Одним словом, письмо угодило Жуке под настроение в нужную минуту: она как раз вернулась из Кисловодска, где провела три чудесных, никого не обязывающих недели с одним председателем райпотребсоюза Махачкалинского района («скажем так, Фанни Захаровна: люди приходят, того-сего им надо, можно ли тот-другой эшелон списать, так?

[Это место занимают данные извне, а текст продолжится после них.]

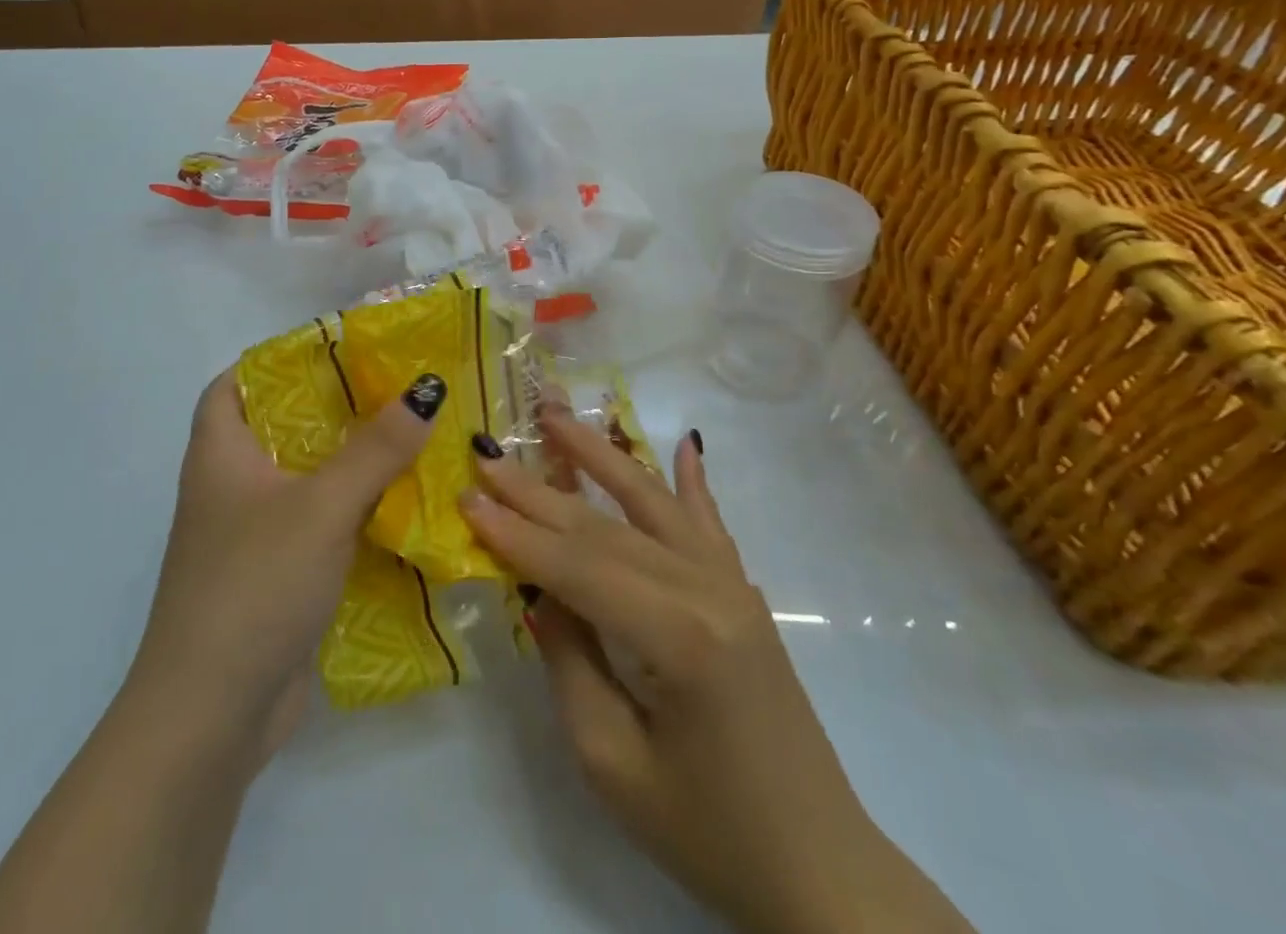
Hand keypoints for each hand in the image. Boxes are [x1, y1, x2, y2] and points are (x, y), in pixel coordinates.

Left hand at [124, 368, 444, 765]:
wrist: (212, 715)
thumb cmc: (254, 585)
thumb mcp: (321, 506)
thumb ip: (377, 448)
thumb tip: (427, 387)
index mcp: (220, 453)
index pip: (234, 383)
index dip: (277, 360)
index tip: (335, 349)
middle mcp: (229, 487)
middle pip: (281, 427)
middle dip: (334, 408)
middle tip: (393, 388)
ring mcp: (251, 535)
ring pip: (305, 478)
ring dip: (351, 461)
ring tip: (410, 435)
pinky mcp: (276, 575)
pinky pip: (319, 524)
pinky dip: (353, 510)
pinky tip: (401, 505)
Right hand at [460, 408, 968, 933]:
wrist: (818, 870)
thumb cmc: (706, 832)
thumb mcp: (612, 761)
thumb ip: (570, 660)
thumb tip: (538, 588)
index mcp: (677, 637)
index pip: (578, 567)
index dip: (517, 534)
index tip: (467, 496)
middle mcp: (707, 590)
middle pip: (605, 527)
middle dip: (538, 490)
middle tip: (488, 452)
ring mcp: (732, 584)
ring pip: (651, 503)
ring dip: (600, 455)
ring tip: (556, 416)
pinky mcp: (744, 593)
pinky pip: (709, 523)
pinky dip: (692, 480)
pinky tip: (685, 443)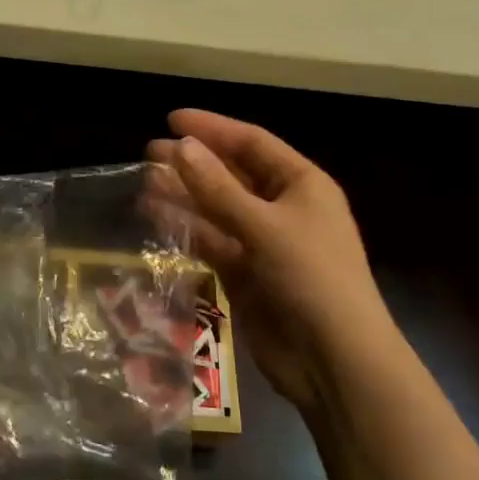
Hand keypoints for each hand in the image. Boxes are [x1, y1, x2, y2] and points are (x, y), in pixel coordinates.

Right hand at [148, 109, 393, 413]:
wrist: (333, 360)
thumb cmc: (310, 278)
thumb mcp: (264, 226)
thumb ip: (218, 188)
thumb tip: (180, 147)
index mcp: (302, 184)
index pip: (251, 142)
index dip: (211, 128)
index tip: (171, 119)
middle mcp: (283, 208)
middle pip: (231, 174)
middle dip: (192, 162)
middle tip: (149, 152)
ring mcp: (263, 243)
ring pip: (216, 209)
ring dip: (184, 195)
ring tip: (145, 182)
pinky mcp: (246, 274)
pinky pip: (211, 242)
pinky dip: (186, 229)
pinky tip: (156, 217)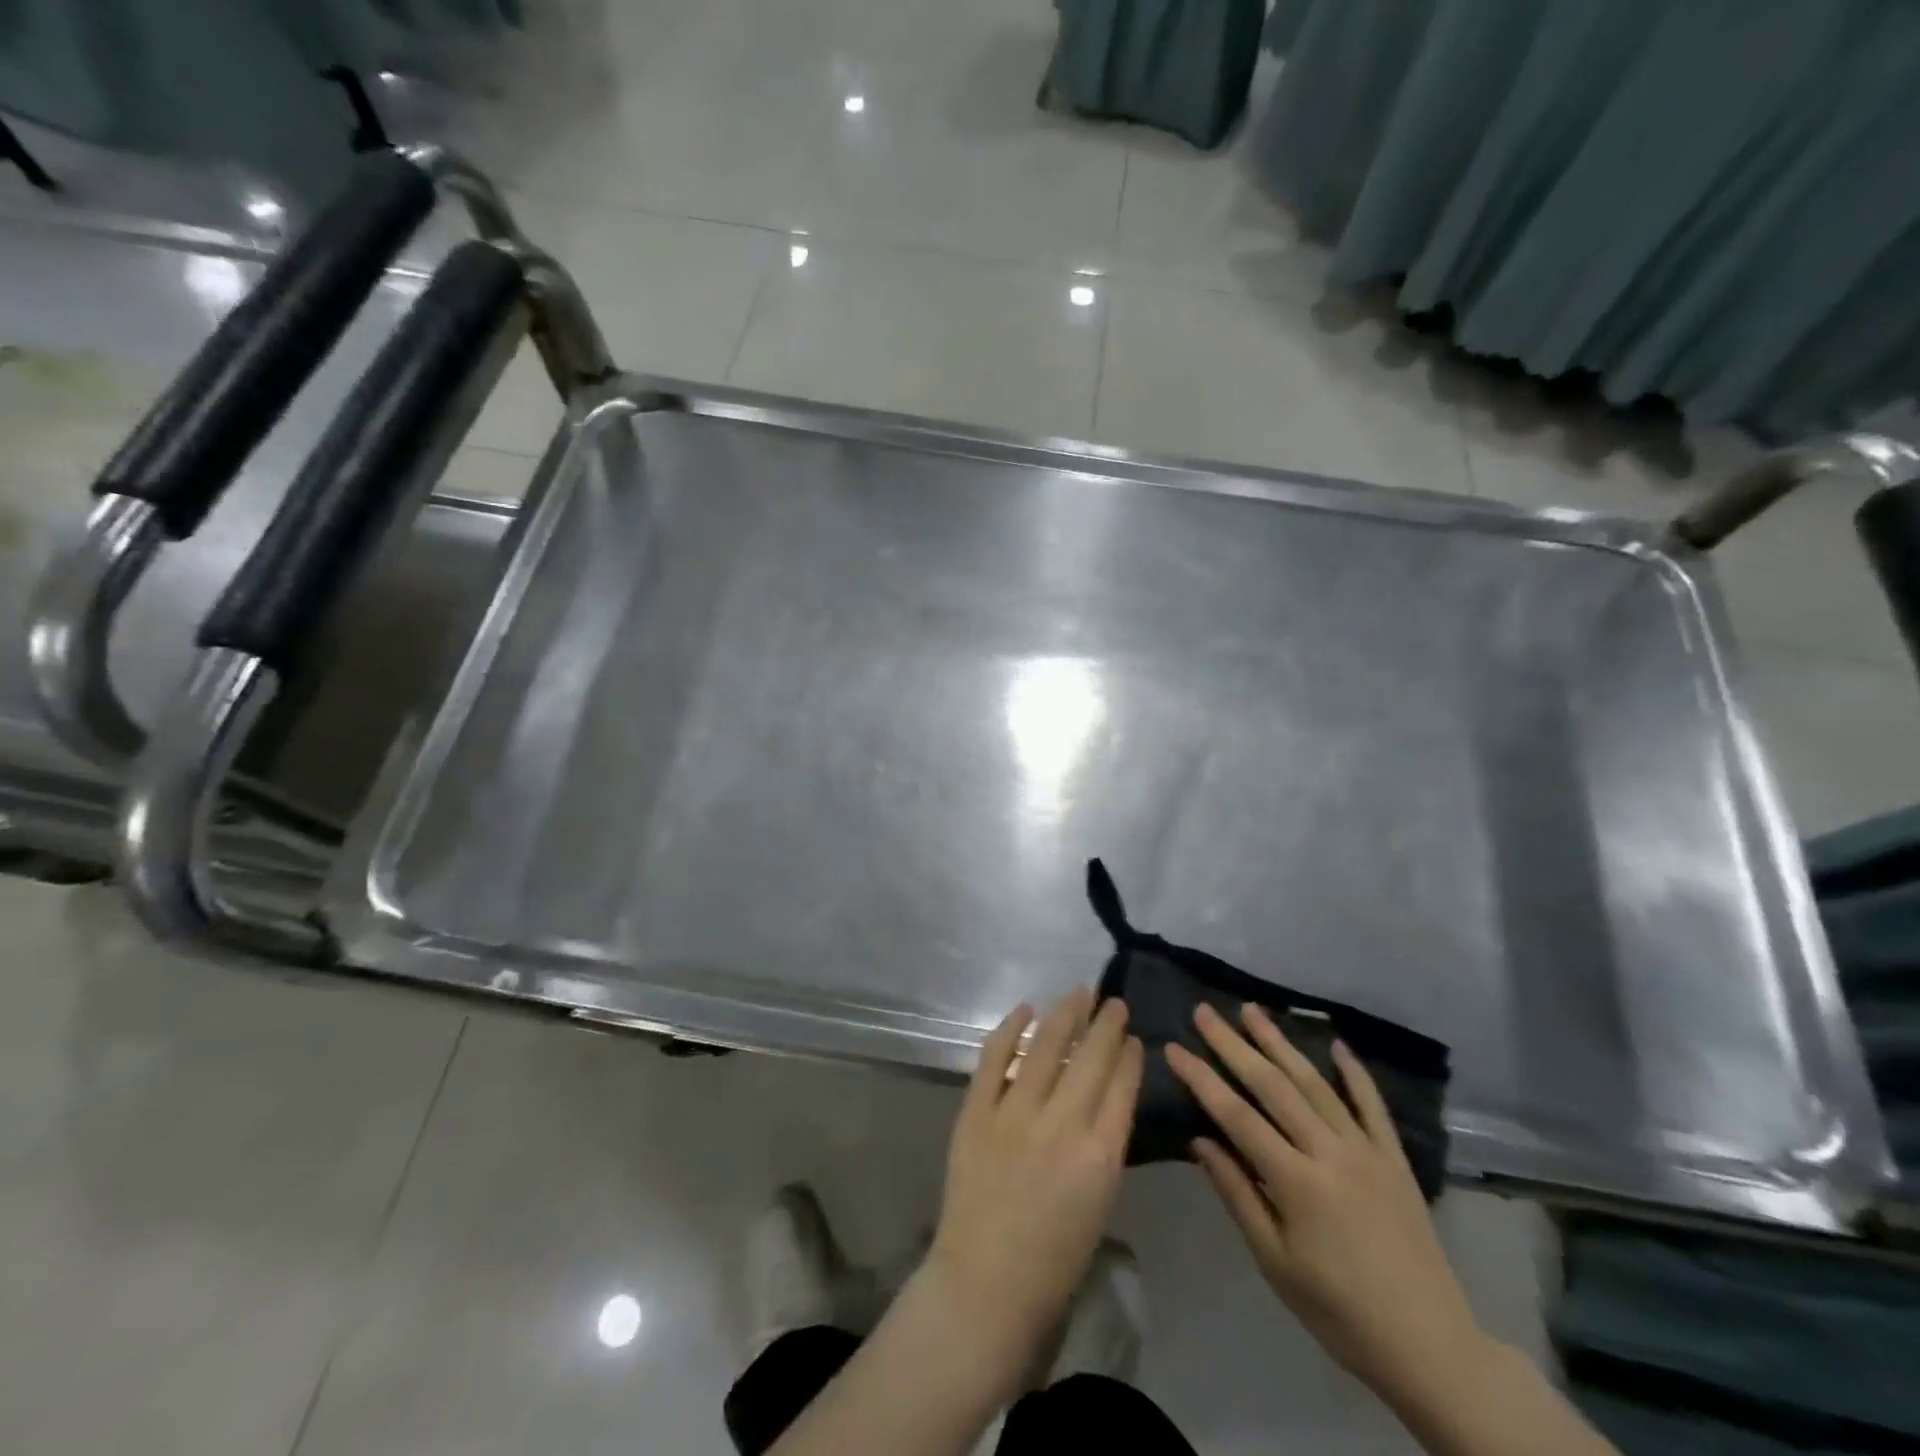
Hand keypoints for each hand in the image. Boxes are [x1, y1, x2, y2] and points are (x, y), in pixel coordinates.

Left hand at [920, 989, 1143, 1387]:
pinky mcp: (977, 1111)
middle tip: (1112, 1001)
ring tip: (1078, 992)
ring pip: (1045, 1045)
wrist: (985, 1286)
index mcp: (1100, 1155)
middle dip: (1105, 1024)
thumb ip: (1103, 1145)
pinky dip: (1010, 1028)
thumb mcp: (1100, 1202)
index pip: (1122, 1085)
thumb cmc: (1054, 1261)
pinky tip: (1024, 1008)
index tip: (1132, 1035)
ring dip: (1064, 1014)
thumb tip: (1102, 1098)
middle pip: (1090, 1057)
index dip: (1129, 1054)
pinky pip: (995, 1057)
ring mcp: (1014, 1113)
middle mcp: (1061, 1123)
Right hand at [1167, 1003, 1489, 1406]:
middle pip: (1273, 1086)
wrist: (1429, 1347)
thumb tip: (1199, 1141)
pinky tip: (1336, 1045)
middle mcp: (1329, 1152)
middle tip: (1205, 1012)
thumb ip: (1237, 1195)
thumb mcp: (1275, 1263)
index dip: (1202, 1078)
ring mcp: (1366, 1150)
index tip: (1174, 1047)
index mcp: (1296, 1181)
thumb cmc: (1338, 1311)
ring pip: (1316, 1084)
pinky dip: (1354, 1073)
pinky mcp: (1395, 1159)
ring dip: (1280, 1043)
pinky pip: (1372, 1105)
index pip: (1236, 1115)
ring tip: (1252, 1010)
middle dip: (1234, 1045)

Деньги у нас не считают. Деньги кладут на весы».).
Она подумала — ну, в самом деле, что это я? Какие счеты, все мертвы, жизнь продолжается… Села и написала, что принять племянника она не против. Пусть приезжает и остановится у нее.
Само собой, на время.
Само собой, он остался у нее навсегда.
И дело не в той оторопи, которая буквально парализовала ее, когда, открыв на звонок дверь, она увидела на пороге обаятельного черноволосого крепыша с беспощадными серыми глазами; дело в его мягкой безоговорочной воле, которой — точно как у папы — подчинялись все, кто попадал в сферу его взгляда, улыбки, брошенного вскользь замечания или шутки.
И все годы учебы он проспал на полу, на красном надувном матрасе, купленном в спортивном отделе Винницкого универмага. («Зюня, ты не должен быть для тети обузой. Ты должен быть скромный самостоятельный парень. Развернул — надул — лег — уснул. Проснулся — сдул — сложил — ушел на экзамен».)
Ах, красный матрас, красное плавучее средство — как же он оказался крепок, надежен и упруг! Как часто он выдерживал двоих — особенно в те недели, когда тетя уезжала в свои Гагры — Сочи — Кисловодск (взяв с него честное-благородное слово не паскудить, то есть, не осквернять ее благородного ложа. Могла и не волноваться: более неудобного снаряда для упражнений в любви вообразить было немыслимо).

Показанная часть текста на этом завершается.